**Directions for this task:**
Below are some entries. Copy each line that holds the string "Εθνικής".

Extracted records
*** Block opens ***

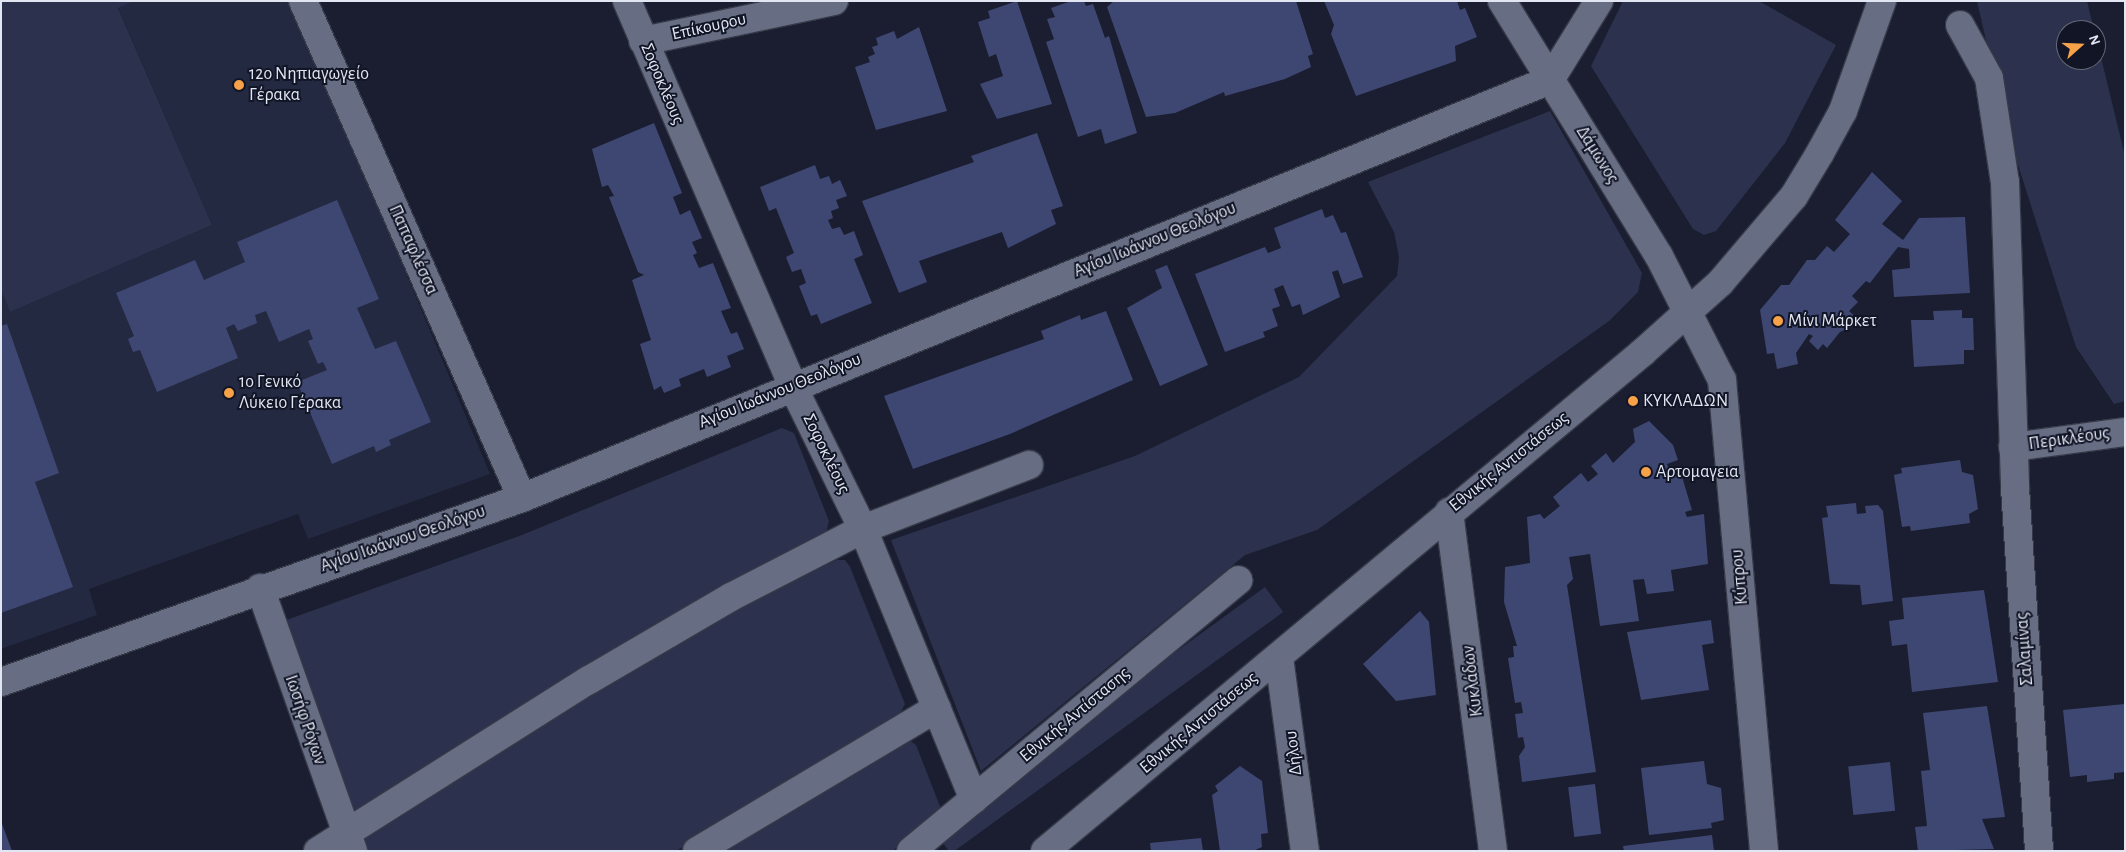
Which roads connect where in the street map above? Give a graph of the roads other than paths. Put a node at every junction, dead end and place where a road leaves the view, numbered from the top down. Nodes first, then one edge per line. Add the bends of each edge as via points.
1 (303, 1) edge
2 (627, 1) edge
3 (834, 1) edge
4 (1502, 1) edge
5 (1599, 1) edge
6 (1882, 1) edge
7 (1960, 25) dead end
8 (643, 41) junction
9 (1550, 80) junction
10 (1689, 312) junction
11 (792, 385) junction
12 (2125, 432) edge
13 (2014, 447) junction
14 (1029, 465) dead end
15 (522, 498) junction
16 (1449, 512) junction
17 (863, 529) junction
18 (1239, 580) dead end
19 (260, 588) junction
20 (1279, 657) junction
21 (1, 682) edge
22 (937, 708) junction
23 (974, 799) junction
24 (349, 844) edge
25 (318, 851) edge
26 (697, 851) edge
27 (911, 851) edge
28 (1045, 851) edge
29 (1305, 851) edge
30 (1493, 851) edge
31 (1764, 851) edge
32 (2038, 851) edge

1 - 15 street, Παπαφλέσσα
2 - 8 street, Σοφοκλέους
3 - 8 street, Επίκουρου
4 - 9 street, Δάμωνος
5 - 9 street
6 - 10 street, Εθνικής Αντιστάσεως via 1843,111 1794,196 1760,240
7 - 13 street, Σαλαμίνας via 1989,78 1997,114 2005,182
8 - 11 street, Σοφοκλέους
9 - 10 street, Δάμωνος
9 - 11 street, Αγίου Ιωάννου Θεολόγου
10 - 16 street, Εθνικής Αντιστάσεως
10 - 31 street, Κύπρου via 1722,380
11 - 15 street, Αγίου Ιωάννου Θεολόγου
11 - 17 street, Σοφοκλέους
12 - 13 street, Περικλέους
13 - 32 street, Σαλαμίνας
14 - 17 street
15 - 19 street, Αγίου Ιωάννου Θεολόγου
16 - 20 street, Εθνικής Αντιστάσεως
16 - 30 street, Κυκλάδων
17 - 22 street, Σοφοκλέους
17 - 24 street via 731,597 590,680
18 - 23 street, Εθνικής Αντίστασης
19 - 21 street, Αγίου Ιωάννου Θεολόγου
19 - 24 street, Ιωσήφ Ρόγων
20 - 28 street, Εθνικής Αντιστάσεως
20 - 29 street, Δήλου
22 - 23 street, Σοφοκλέους
22 - 26 street
23 - 27 street, Εθνικής Αντίστασης
24 - 25 street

*** Block closes ***

**Answer below:**
6 - 10 street, Εθνικής Αντιστάσεως via 1843,111 1794,196 1760,240
10 - 16 street, Εθνικής Αντιστάσεως
16 - 20 street, Εθνικής Αντιστάσεως
18 - 23 street, Εθνικής Αντίστασης
20 - 28 street, Εθνικής Αντιστάσεως
23 - 27 street, Εθνικής Αντίστασης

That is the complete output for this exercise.